I know there was a thread some time back about the same thing - the OP was going to get a home near an orchard - but decided not to due to the spraying (and well contamination as well) - you might find it if you search - personally we would not risk it


----------



## Snapdragon (Aug 30, 2007)

yup- I was the one who posted about looking at a place near a pesticide using orchard- and I am really glad we decided not to get it! I would say pass on it. Don't worry about what work people have had to do - that is their issue- they are making money off of you, you do not have to serve them!

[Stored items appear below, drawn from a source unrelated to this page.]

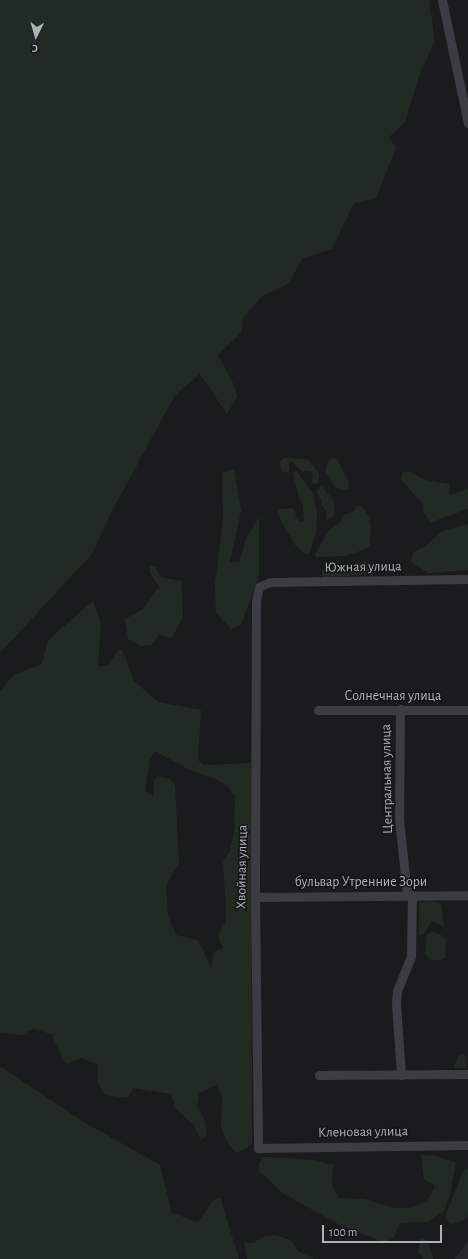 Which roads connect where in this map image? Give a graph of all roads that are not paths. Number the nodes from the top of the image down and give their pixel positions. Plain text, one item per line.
1 (442, 0) edge
2 (468, 123) edge
3 (468, 579) edge
4 (259, 587) joint
5 (400, 709) junction
6 (318, 710) dead end
7 (468, 710) edge
8 (410, 895) junction
9 (468, 895) edge
10 (255, 897) junction
11 (468, 1074) edge
12 (319, 1075) dead end
13 (401, 1075) junction
14 (468, 1145) edge
15 (258, 1148) joint

1 - 2 street
3 - 4 street, Южная улица
4 - 10 street, Хвойная улица
5 - 6 street, Солнечная улица
5 - 7 street, Солнечная улица
5 - 8 street, Центральная улица
8 - 9 street, бульвар Утренние Зори
8 - 10 street, бульвар Утренние Зори
8 - 13 street, Центральная улица
10 - 15 street, Хвойная улица
11 - 13 street
12 - 13 street
14 - 15 street, Кленовая улица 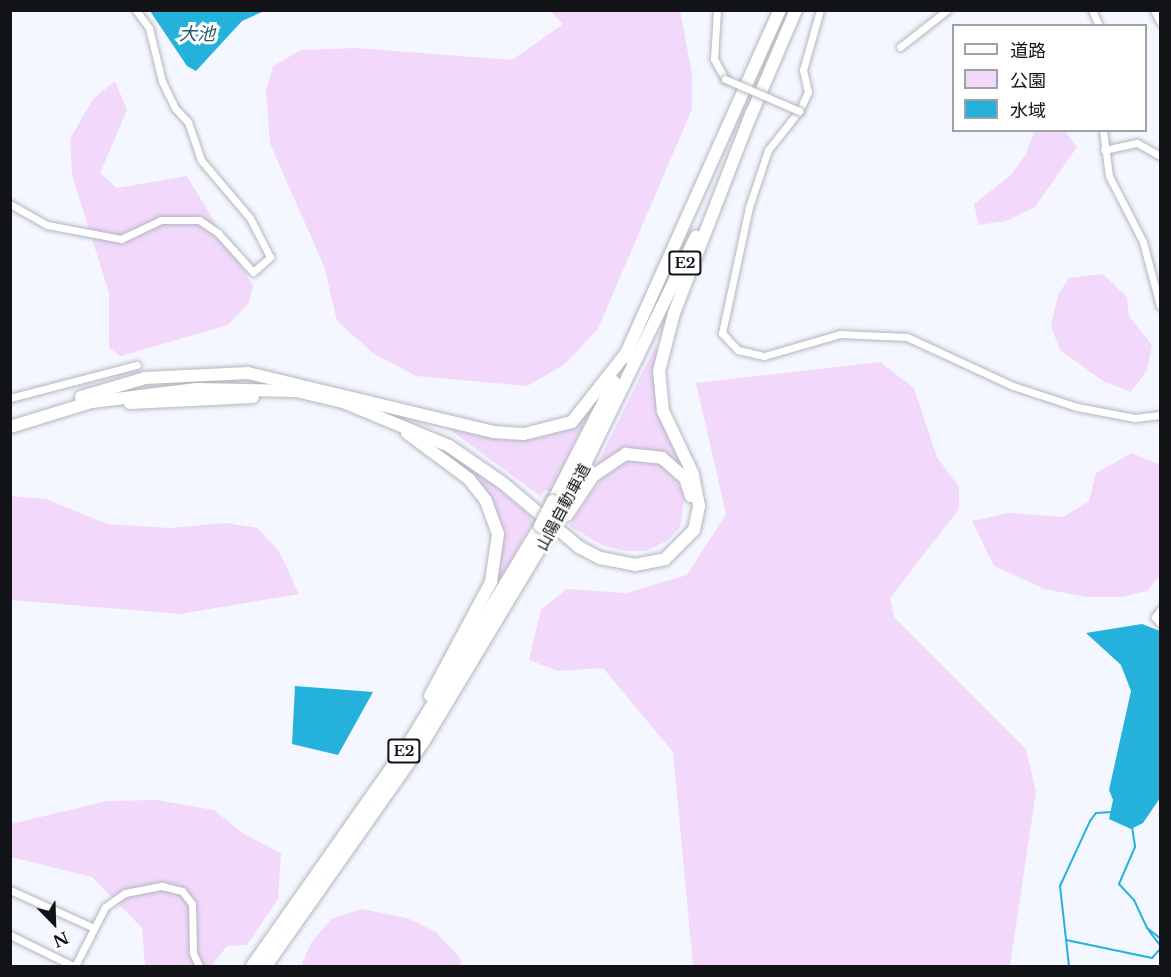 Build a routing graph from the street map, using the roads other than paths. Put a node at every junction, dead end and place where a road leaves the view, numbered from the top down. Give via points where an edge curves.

Take care of yourself- that close to that many pesticides would not feel safe to me- I would back right out.


----------



## 95191 (Nov 8, 2007)

Quote:


> Originally Posted by *Snapdragon*
> 
> yup- I was the one who posted about looking at a place near a pesticide using orchard-










and so quick too!!

and - (and *well* contamination as well) SORRY that reads so strange but a well is a well!


----------



## Snapdragon (Aug 30, 2007)

just testimony to the fact that I am online too much!


----------



## pek64 (Apr 8, 2012)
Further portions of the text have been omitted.